32 Sekunden lang gibt's Standing Ovations

Gleich 32 Sekunden lang Standing Ovations erntet sie, fast so viele Sekunden wie Jahre im Gemeinderat. Dann geht es ins Tagesgeschäft. Bürgersolarpark, Asylunterkunft, Klimaneutralität. Lesebrille rauf, Lesebrille runter. Die Hände mal gefaltet, mal gespreizt, mal über die müden Augen reibend. Sie schnieft und schnäuzt sich durch die Sitzung. Irgendwann bringt ihr Gemeinderätin Christine Nimbach (Die Basis) Lutschbonbons nach vorn.

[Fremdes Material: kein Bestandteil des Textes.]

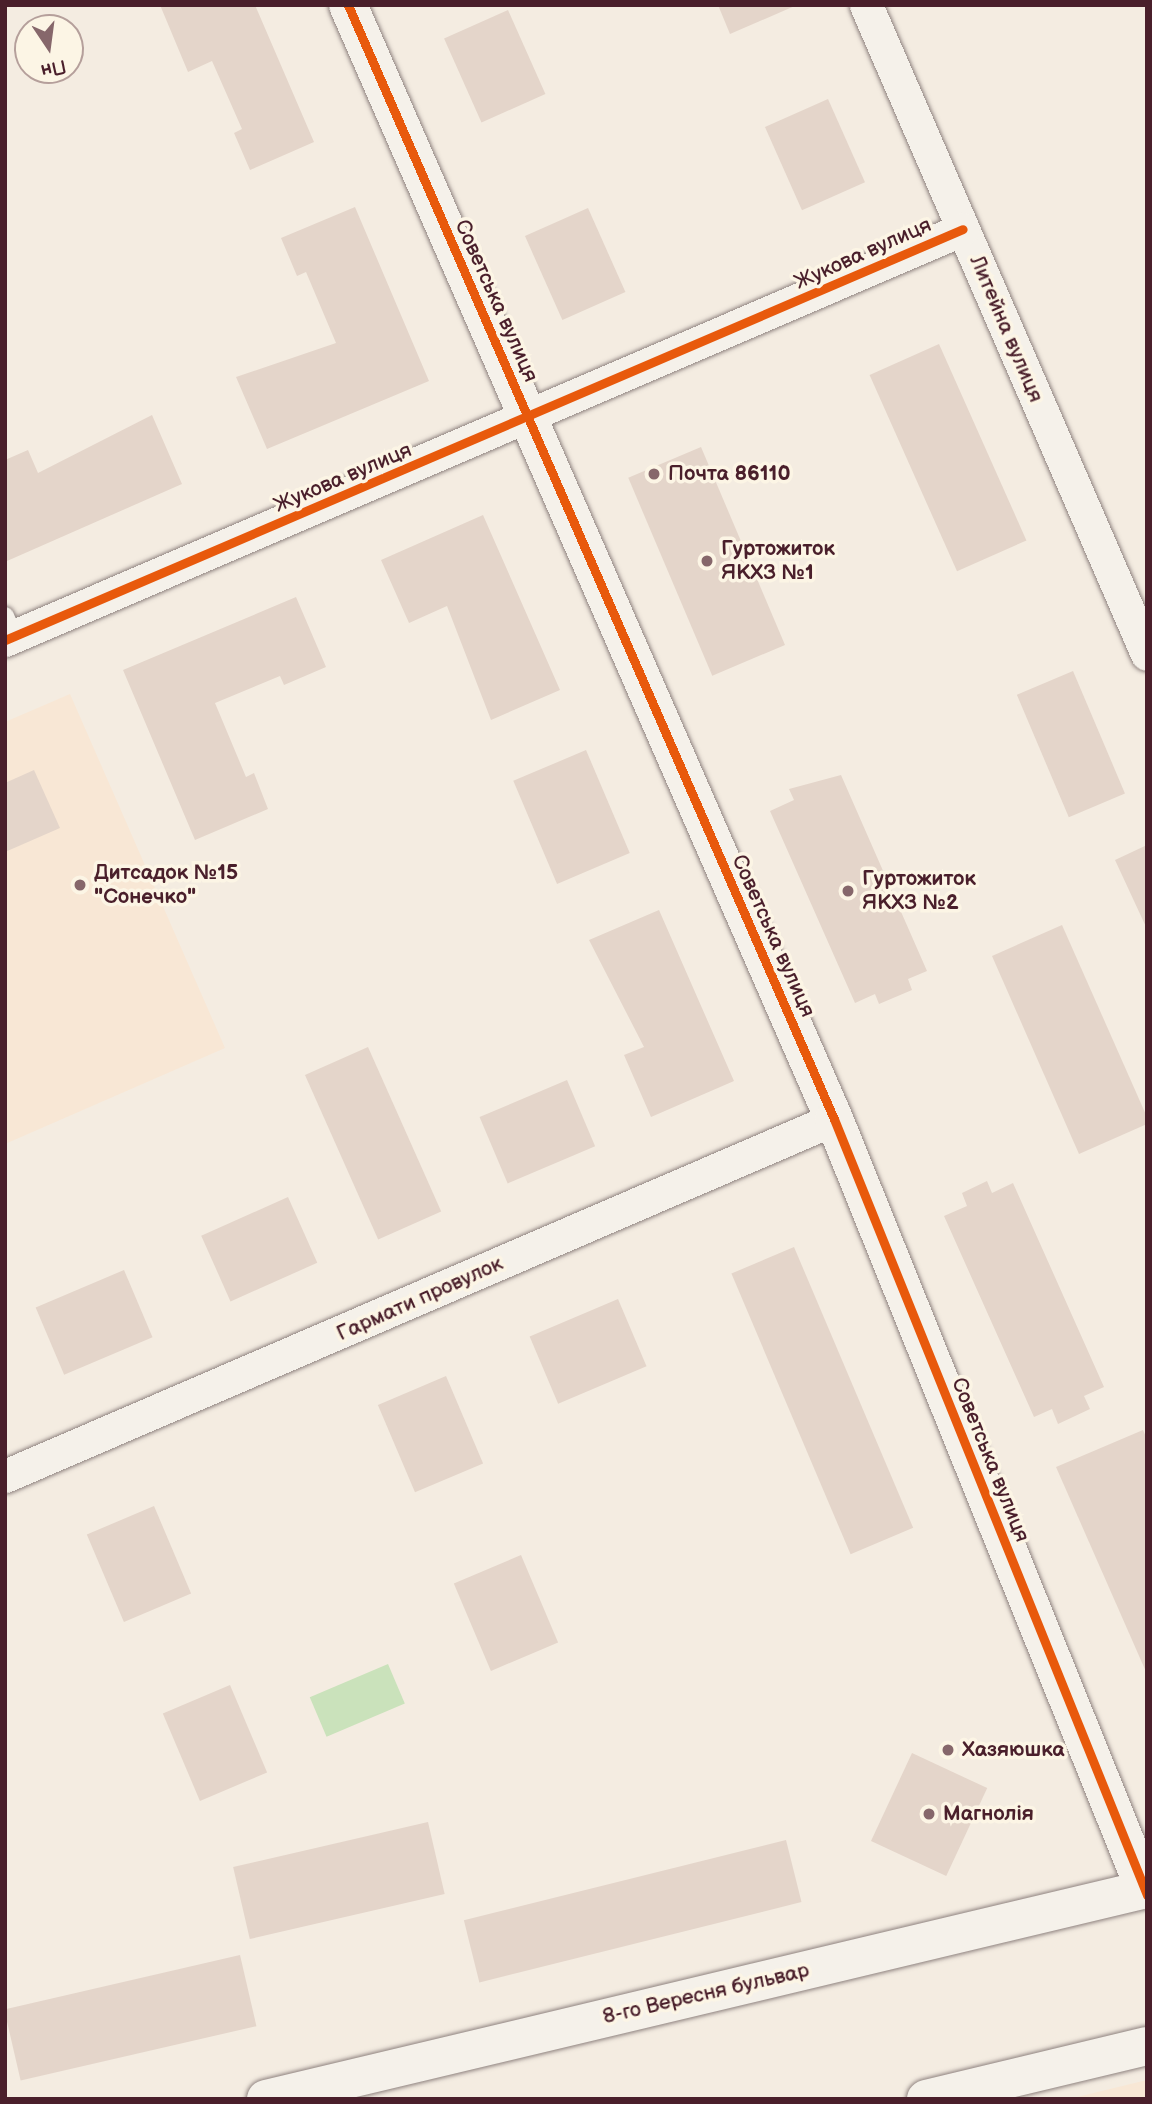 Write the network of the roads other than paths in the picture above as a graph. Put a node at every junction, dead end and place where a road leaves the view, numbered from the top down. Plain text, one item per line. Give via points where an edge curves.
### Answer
1 (348, 5) edge
2 (866, 5) edge
3 (963, 229) junction
4 (529, 419) junction
5 (8, 631) edge
6 (1147, 653) edge
7 (834, 1119) junction
8 (5, 1476) edge
9 (1146, 1891) edge
10 (1147, 2046) edge
11 (266, 2099) edge
12 (926, 2099) edge

1 - 4 street, Советська вулиця
2 - 3 street, Литейна вулиця
3 - 4 street, Жукова вулиця
3 - 6 street, Литейна вулиця
4 - 5 street, Жукова вулиця
4 - 7 street, Советська вулиця
7 - 8 street, Гармати провулок
7 - 9 street, Советська вулиця
9 - 11 street, 8-го Вересня бульвар
10 - 12 street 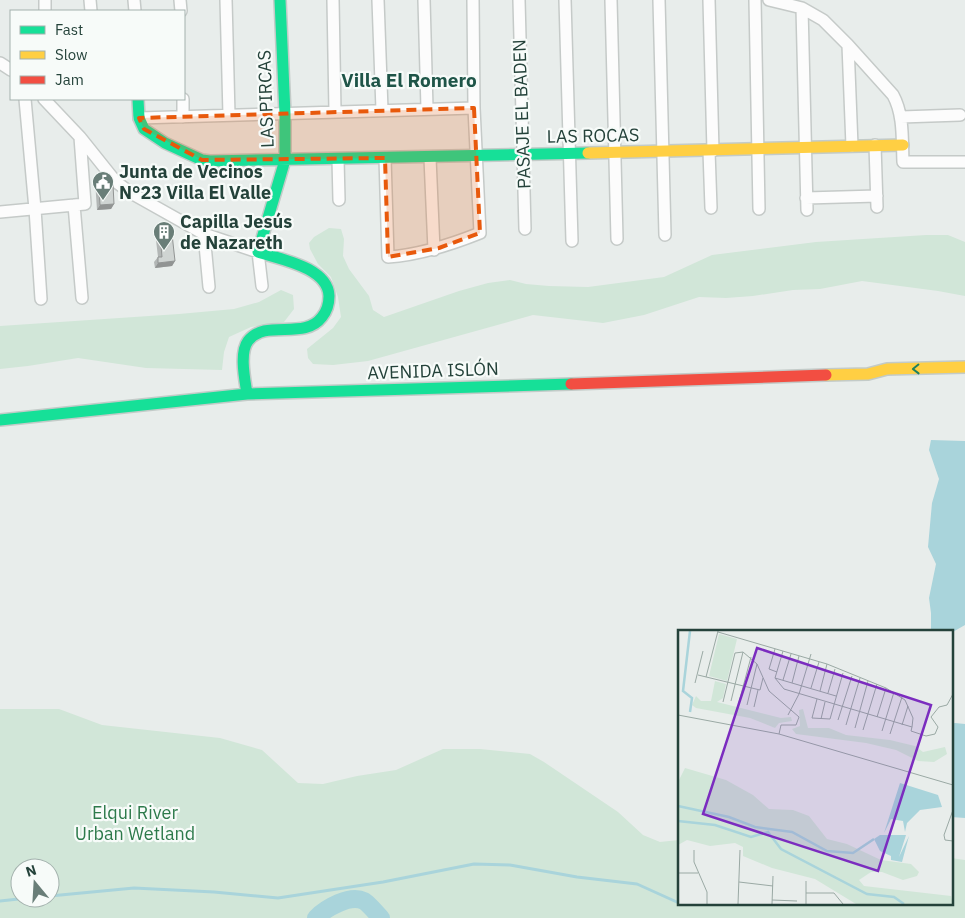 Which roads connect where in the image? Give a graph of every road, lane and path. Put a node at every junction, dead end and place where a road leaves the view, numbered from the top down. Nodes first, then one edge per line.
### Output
1 (226, 0) edge
2 (280, 0) edge
3 (333, 0) edge
4 (378, 0) edge
5 (424, 0) edge
6 (473, 0) edge
7 (518, 0) edge
8 (565, 0) edge
9 (611, 0) edge
10 (659, 0) edge
11 (709, 0) edge
12 (755, 0) edge
13 (769, 0) edge
14 (802, 8) junction
15 (848, 45) junction
16 (25, 100) edge
17 (45, 100) edge
18 (138, 100) edge
19 (183, 100) edge
20 (428, 108) junction
21 (474, 108) junction
22 (382, 110) junction
23 (335, 111) junction
24 (285, 114) junction
25 (229, 115) junction
26 (960, 115) dead end
27 (183, 117) junction
28 (138, 118) junction
29 (901, 118) junction
30 (80, 137) junction
31 (902, 144) junction
32 (875, 145) junction
33 (852, 146) junction
34 (805, 147) junction
35 (759, 149) junction
36 (711, 151) junction
37 (662, 152) junction
38 (615, 153) junction
39 (570, 154) junction
40 (523, 155) junction
41 (477, 156) junction
42 (385, 158) junction
43 (430, 158) junction
44 (338, 159) junction
45 (285, 160) junction
46 (965, 162) edge
47 (806, 198) junction
48 (339, 200) dead end
49 (79, 204) junction
50 (711, 208) dead end
51 (35, 209) junction
52 (760, 209) dead end
53 (807, 210) dead end
54 (0, 212) edge
55 (525, 229) dead end
56 (204, 234) junction
57 (665, 235) dead end
58 (617, 239) dead end
59 (572, 240) dead end
60 (434, 250) junction
61 (258, 252) junction
62 (262, 286) dead end
63 (209, 287) dead end
64 (40, 298) dead end
65 (82, 298) dead end
66 (965, 367) edge
67 (868, 374) junction
68 (965, 378) edge
69 (247, 394) junction
70 (0, 420) edge

1 - 25 street
2 - 24 street, LAS PIRCAS
3 - 23 street
4 - 22 street
5 - 20 street
6 - 21 street
7 - 40 street, PASAJE EL BADEN
8 - 39 street
9 - 38 street
10 - 37 street
11 - 36 street
12 - 35 street
13 - 14 street
14 - 15 street
14 - 34 street
15 - 29 street
15 - 33 street
16 - 51 street
17 - 30 street
18 - 28 street
19 - 27 street
20 - 21 street
20 - 22 street
21 - 41 street
22 - 23 street
23 - 24 street
24 - 25 street
24 - 45 street, LAS PIRCAS
25 - 27 street
26 - 29 street
27 - 28 street
28 - 45 street, LAS ROCAS
29 - 31 street
30 - 49 street
30 - 56 street
31 - 32 street, LAS ROCAS
31 - 46 street
32 - 33 street, LAS ROCAS
32 - 47 street
33 - 34 street, LAS ROCAS
34 - 35 street, LAS ROCAS
34 - 47 street
35 - 36 street, LAS ROCAS
35 - 52 street
36 - 37 street, LAS ROCAS
36 - 50 street
37 - 38 street, LAS ROCAS
37 - 57 street
38 - 39 street, LAS ROCAS
38 - 58 street
39 - 40 street, LAS ROCAS
39 - 59 street
40 - 41 street, LAS ROCAS
40 - 55 street, PASAJE EL BADEN
41 - 43 street, LAS ROCAS
41 - 60 street
42 - 43 street, LAS ROCAS
42 - 44 street, LAS ROCAS
42 - 60 street
43 - 60 street
44 - 45 street, LAS ROCAS
44 - 48 street
45 - 61 street, LAS PIRCAS
47 - 53 street
49 - 51 street
49 - 65 street
51 - 54 street
51 - 64 street
56 - 61 street
56 - 63 street
61 - 62 street
61 - 69 street
66 -> 67 street, AVENIDA ISLÓN
67 - 68 street, AVENIDA ISLÓN
67 - 69 street, AVENIDA ISLÓN
69 - 70 street, AVENIDA ISLÓN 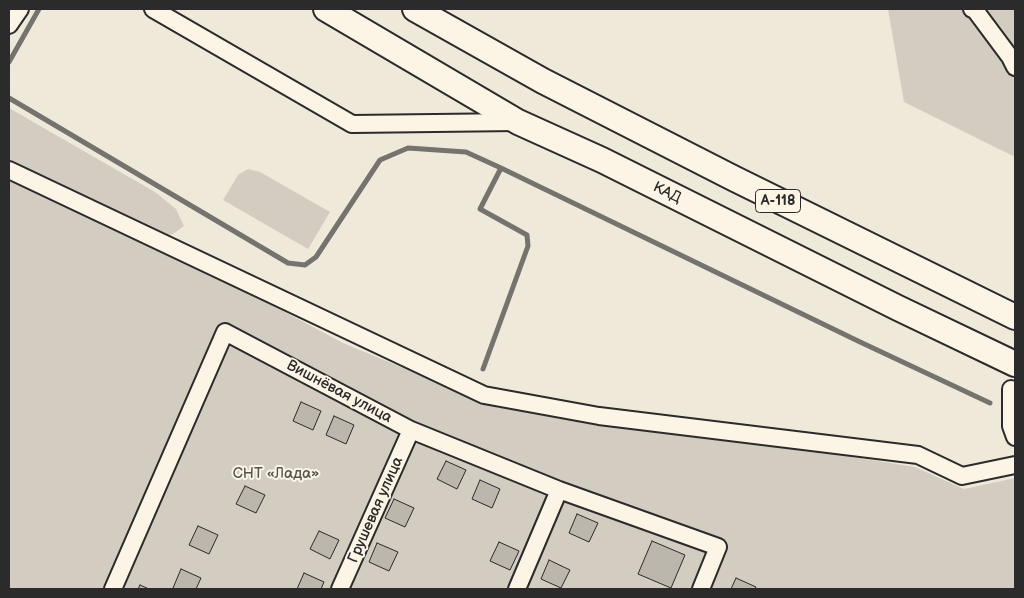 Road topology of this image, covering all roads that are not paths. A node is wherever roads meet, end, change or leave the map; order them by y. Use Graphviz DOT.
graph roads {
  1 [pos="20,9"];
  2 [pos="153,9"];
  3 [pos="326,9"];
  4 [pos="415,9"];
  5 [pos="972,9"];
  6 [pos="9,25"];
  7 [pos="1015,67"];
  8 [pos="518,122"];
  9 [pos="9,170"];
  10 [pos="1015,317"];
  11 [pos="1015,364"];
  12 [pos="1012,389"];
  13 [pos="411,430"];
  14 [pos="1015,437"];
  15 [pos="1015,465"];
  16 [pos="558,490"];
  17 [pos="113,589"];
  18 [pos="340,589"];
  19 [pos="516,589"];
  20 [pos="701,589"];
  1 -- 6 [label="street"];
  2 -- 8 [label="street"];
  3 -- 8 [label="highway, КАД / А-118"];
  4 -- 10 [label="highway, А-118"];
  5 -- 7 [label="street"];
  8 -- 11 [label="highway, КАД / А-118"];
  9 -- 15 [label="street"];
  12 -- 14 [label="street"];
  13 -- 16 [label="street, Вишнёвая улица"];
  13 -- 17 [label="street, Вишнёвая улица"];
  13 -- 18 [label="street, Грушевая улица"];
  16 -- 19 [label="street"];
  16 -- 20 [label="street, Вишнёвая улица"];
}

Angeschlagen, das ist Greinwald, am Boden liegt sie aber nicht. Sie freue sich inzwischen auf ihre neue Freiheit, hatte sie zuvor in ihrer Rede gesagt. Was sie damit machen will, wo sie mitmischen will, das muss sie noch entscheiden. Von Hundert auf Null, es ist eine beträchtliche Fallhöhe, an der schon so manche auch im Privaten gescheitert sind. Doch sie hat ja ihren Mann, ihre beiden Töchter, die Enkel. "Eine starke Familie", wie auch Laudator Mitschke-Collande betonte.

Um 19.43 Uhr legt Greinwald die Lesebrille ab. Acht Tagesordnungspunkte sind abgehandelt, alle davon einstimmig. "Das wäre es von meiner Seite", sagt sie, "sonst hab' ich nichts mehr." Sie lächelt.